Seeding is introducing a spice type to a proposal. After seeding, a spice type is available with its default seed values for every scan.
Viewing is retrieving spice values with respect to a view point, i.e. a scan ID. For a freshly seeded spice type, all view points will yield the same value, but anchoring (see below) alters this behavior.
Anchoring (also called branching) is creating an anchor point at a specific scan ID, i.e. a permanent boundary for the propagation of updates to a spice type (see below).
Updating is changing a spice value. Updates are always specified with respect to a view point, and propagate only between two adjacent anchor points -- or the corresponding boundary of the scan list in either direction, if no limiting anchor point is encountered.

Every spice operation is timeless with respect to the raw data: i.e. it takes effect retroactively, for all scans of a proposal, future and past. This means that, once a spice operation has been performed, processing steps (in particular cooking) performed in the past need to be performed again.

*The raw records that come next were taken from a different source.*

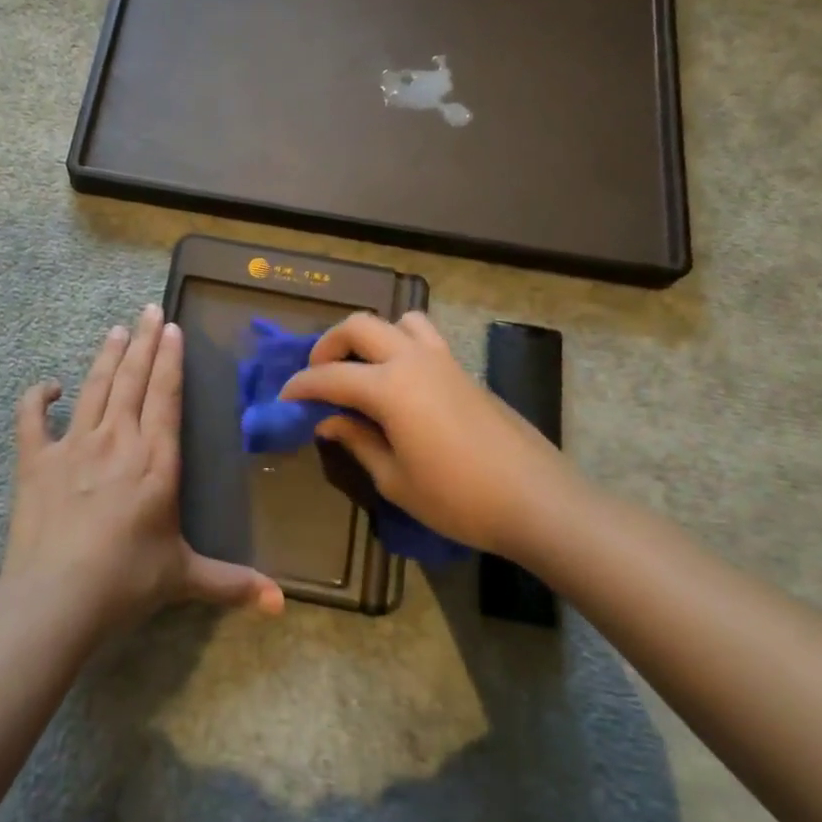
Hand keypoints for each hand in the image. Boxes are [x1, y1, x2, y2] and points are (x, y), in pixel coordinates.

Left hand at [5, 305, 285, 626]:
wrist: (56, 597)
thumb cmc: (127, 581)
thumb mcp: (185, 578)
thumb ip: (233, 583)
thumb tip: (282, 604)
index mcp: (156, 460)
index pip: (165, 395)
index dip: (169, 359)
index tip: (171, 327)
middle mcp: (118, 440)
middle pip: (133, 379)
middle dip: (143, 341)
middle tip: (149, 309)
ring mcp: (74, 445)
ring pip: (94, 387)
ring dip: (106, 356)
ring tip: (115, 329)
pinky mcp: (36, 460)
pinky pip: (32, 418)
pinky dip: (37, 398)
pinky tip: (48, 387)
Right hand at [281, 312, 588, 562]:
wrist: (537, 500)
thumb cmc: (459, 498)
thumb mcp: (395, 479)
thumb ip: (357, 442)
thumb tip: (328, 421)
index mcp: (390, 388)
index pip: (330, 376)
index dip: (301, 385)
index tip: (284, 398)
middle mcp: (413, 361)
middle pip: (360, 326)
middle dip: (329, 344)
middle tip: (319, 375)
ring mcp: (444, 361)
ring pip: (398, 321)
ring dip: (372, 336)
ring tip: (363, 368)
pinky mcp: (465, 371)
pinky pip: (425, 338)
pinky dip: (401, 345)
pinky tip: (401, 384)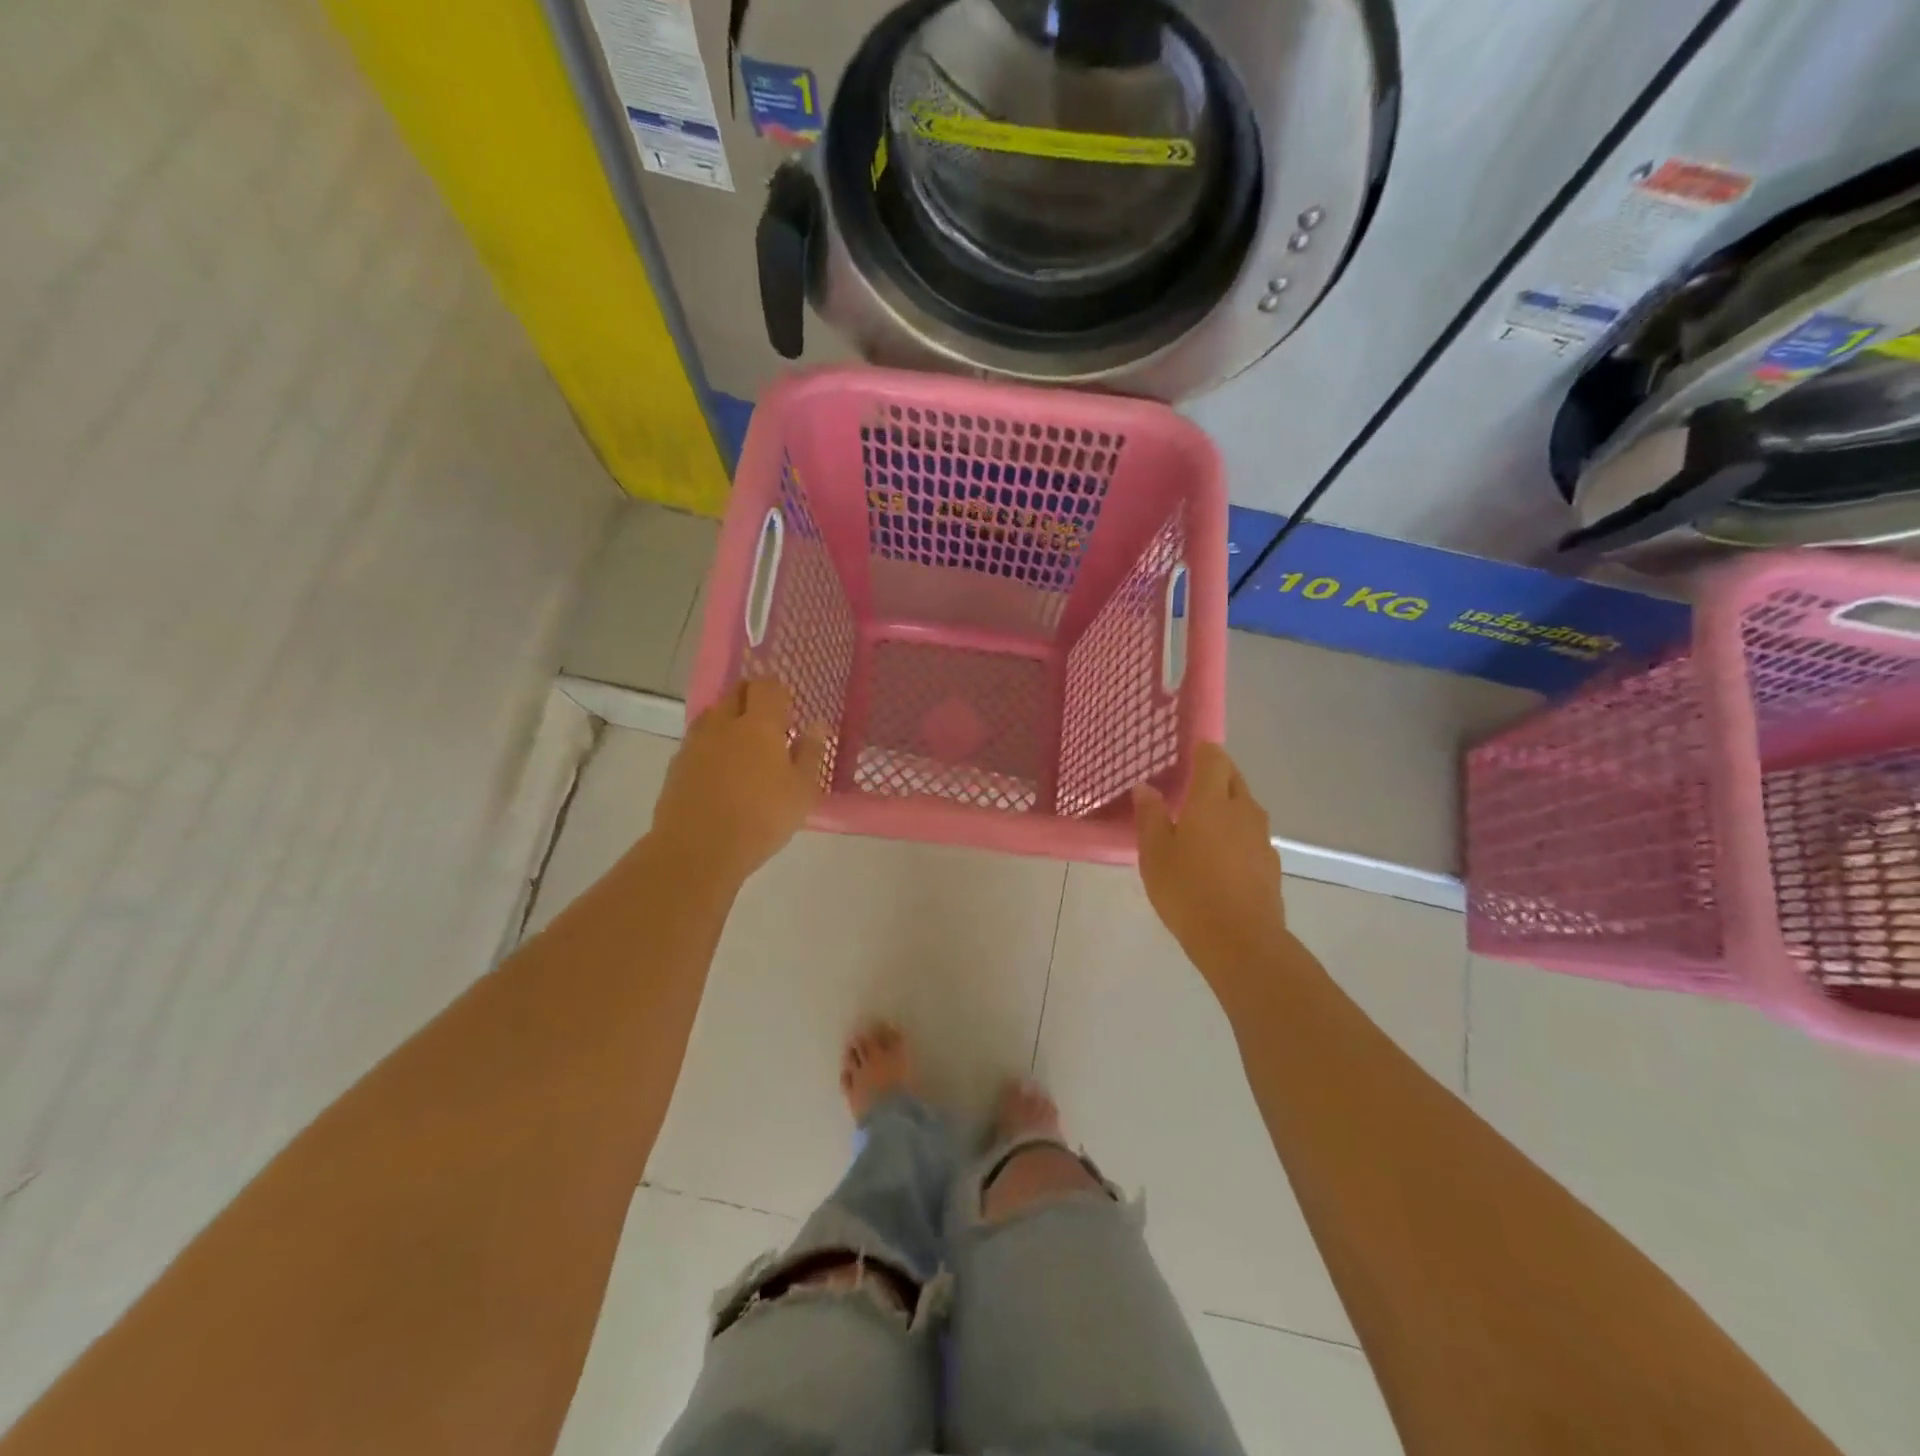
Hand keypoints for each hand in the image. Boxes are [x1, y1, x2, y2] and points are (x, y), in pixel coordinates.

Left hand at [650, 679, 826, 886]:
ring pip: (713, 713)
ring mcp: (696, 743)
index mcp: (759, 725)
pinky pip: (697, 739)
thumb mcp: (802, 791)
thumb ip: (810, 754)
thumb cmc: (762, 818)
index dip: (778, 690)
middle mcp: (724, 724)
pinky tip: (720, 767)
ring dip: (729, 717)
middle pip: (736, 692)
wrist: (698, 850)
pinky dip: (711, 742)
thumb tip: (816, 725)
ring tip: (743, 742)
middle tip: (768, 719)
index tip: (789, 706)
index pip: (766, 687)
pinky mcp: (677, 764)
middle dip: (753, 697)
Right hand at [1134, 743, 1286, 978]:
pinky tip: (1219, 857)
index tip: (1186, 754)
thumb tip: (1145, 787)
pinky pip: (1251, 835)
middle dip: (1215, 775)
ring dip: (1226, 806)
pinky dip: (1236, 834)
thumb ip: (1150, 816)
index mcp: (1211, 801)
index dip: (1202, 751)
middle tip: (1188, 787)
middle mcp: (1242, 810)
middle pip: (1233, 778)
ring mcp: (1261, 837)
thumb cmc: (1187, 891)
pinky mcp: (1270, 863)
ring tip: (1201, 824)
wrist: (1240, 940)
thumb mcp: (1154, 854)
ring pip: (1244, 807)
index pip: (1214, 758)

To illustrate, for the earlier proposal example the full spice database with anchor points looks like the following table:

anchor	`offsets`	`exp_info`
	initial: phi=0 chi=0 theta=0 tth=0	initial: (values suppressed)
r0043		beamEnergy=10207
r0047		beamEnergy=10000
r0058		beamEnergy=6800
r0118	theta=30	beamEnergy=10207
r0120	theta=1.5
r0164		beamEnergy=6800
r0226		beamEnergy=10207
r0238		beamEnergy=13614
r0279		beamEnergy=10000
r0412		beamEnergy=10207
r0431		beamEnergy=13614

Here we see the initial seeding of both types, then two subsequent anchor points and updates (r0118 and r0120) for offsets, and 10 anchor points with modification to its "beamEnergy" parameter for exp_info.

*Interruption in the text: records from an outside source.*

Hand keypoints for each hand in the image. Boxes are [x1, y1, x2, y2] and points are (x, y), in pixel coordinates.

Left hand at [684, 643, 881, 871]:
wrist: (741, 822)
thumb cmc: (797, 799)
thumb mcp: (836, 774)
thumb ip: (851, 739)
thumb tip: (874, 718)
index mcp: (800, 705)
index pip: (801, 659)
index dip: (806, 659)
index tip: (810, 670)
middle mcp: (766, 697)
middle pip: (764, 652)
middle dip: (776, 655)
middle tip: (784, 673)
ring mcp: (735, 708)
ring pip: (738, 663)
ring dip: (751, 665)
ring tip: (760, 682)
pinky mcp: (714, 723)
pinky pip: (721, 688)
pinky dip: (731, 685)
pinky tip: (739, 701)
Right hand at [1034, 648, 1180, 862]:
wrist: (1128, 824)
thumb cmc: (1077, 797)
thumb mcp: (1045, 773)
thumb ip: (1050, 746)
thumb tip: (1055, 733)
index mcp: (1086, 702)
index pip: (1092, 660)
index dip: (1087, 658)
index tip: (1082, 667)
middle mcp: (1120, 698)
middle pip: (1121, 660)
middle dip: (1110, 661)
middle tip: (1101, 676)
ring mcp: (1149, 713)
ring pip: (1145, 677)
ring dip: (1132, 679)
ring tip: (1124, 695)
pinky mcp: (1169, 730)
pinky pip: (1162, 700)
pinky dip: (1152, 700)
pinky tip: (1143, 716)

This allows to address a very large number of scans, while still permitting the propagation of specific settings to the exact scan they're required.

Recipes

With the parameter model in place, the final step is actual data processing: creating of cooking algorithms. To use the food metaphor one last time, we call such algorithms recipes.

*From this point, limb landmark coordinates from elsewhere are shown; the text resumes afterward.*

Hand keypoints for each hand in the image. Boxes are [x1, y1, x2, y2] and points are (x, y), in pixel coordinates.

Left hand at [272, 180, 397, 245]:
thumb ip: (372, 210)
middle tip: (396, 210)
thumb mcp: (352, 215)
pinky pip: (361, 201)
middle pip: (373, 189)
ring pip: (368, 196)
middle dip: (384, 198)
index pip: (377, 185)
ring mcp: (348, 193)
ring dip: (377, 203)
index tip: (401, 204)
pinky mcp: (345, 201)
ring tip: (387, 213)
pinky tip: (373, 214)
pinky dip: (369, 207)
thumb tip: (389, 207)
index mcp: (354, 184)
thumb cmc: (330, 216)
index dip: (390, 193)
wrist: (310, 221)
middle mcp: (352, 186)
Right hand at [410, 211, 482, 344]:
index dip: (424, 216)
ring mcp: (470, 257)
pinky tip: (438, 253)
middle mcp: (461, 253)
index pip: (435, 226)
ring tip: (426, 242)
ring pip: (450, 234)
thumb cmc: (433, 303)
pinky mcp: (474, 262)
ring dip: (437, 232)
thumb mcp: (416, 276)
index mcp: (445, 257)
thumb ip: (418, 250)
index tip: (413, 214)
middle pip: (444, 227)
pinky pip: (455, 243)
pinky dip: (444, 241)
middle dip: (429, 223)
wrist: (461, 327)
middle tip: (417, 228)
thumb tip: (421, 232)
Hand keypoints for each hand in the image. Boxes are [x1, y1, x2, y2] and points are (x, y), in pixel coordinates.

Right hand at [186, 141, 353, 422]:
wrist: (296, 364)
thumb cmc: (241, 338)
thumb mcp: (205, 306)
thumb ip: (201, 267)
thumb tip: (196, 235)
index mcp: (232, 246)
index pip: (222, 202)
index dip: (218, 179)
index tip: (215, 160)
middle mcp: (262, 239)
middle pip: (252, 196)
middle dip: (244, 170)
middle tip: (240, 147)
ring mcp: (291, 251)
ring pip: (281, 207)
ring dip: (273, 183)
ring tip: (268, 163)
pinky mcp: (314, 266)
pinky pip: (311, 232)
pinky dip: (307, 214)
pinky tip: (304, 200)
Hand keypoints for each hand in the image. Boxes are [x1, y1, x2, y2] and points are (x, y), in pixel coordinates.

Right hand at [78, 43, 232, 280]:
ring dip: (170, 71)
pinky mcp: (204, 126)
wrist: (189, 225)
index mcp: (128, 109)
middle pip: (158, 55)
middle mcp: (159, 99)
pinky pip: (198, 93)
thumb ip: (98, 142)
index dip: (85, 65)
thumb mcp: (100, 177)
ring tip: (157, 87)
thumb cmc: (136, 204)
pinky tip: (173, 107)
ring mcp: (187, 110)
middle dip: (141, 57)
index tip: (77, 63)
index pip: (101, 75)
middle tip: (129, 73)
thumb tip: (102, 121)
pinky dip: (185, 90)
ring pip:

Every scan type of a proposal is mapped to a processing recipe. The specifics of how this is done are left to the specific Nx5d backend. But now that we have a proposal-scoped mechanism for settings management, using it to define which algorith to use for cooking of which scan type is encouraged, and is the default for backends shipped natively with Nx5d.

In A Nutshell

The Nx5d proposal model is shown "in a nutshell" in the image below. The essential features shown are:

the data is a collection of scans
each scan has a specific collection of frames
the exact structure of the frames (which arrays / dimensions) may differ from scan to scan, but are largely repetitive
additional data, spice, is made available alongside scans
each spice type in itself varies on a relatively slow scale
eacn scan has access to a well-defined, but individual "view" of a spice blend, required for further processing.

Nx5d Proposal Model In A Nutshell

This is how, at its core, Nx5d is an engine for management and propagation of scan-level settings, through an elaborate system of proposal-level fallback mechanisms.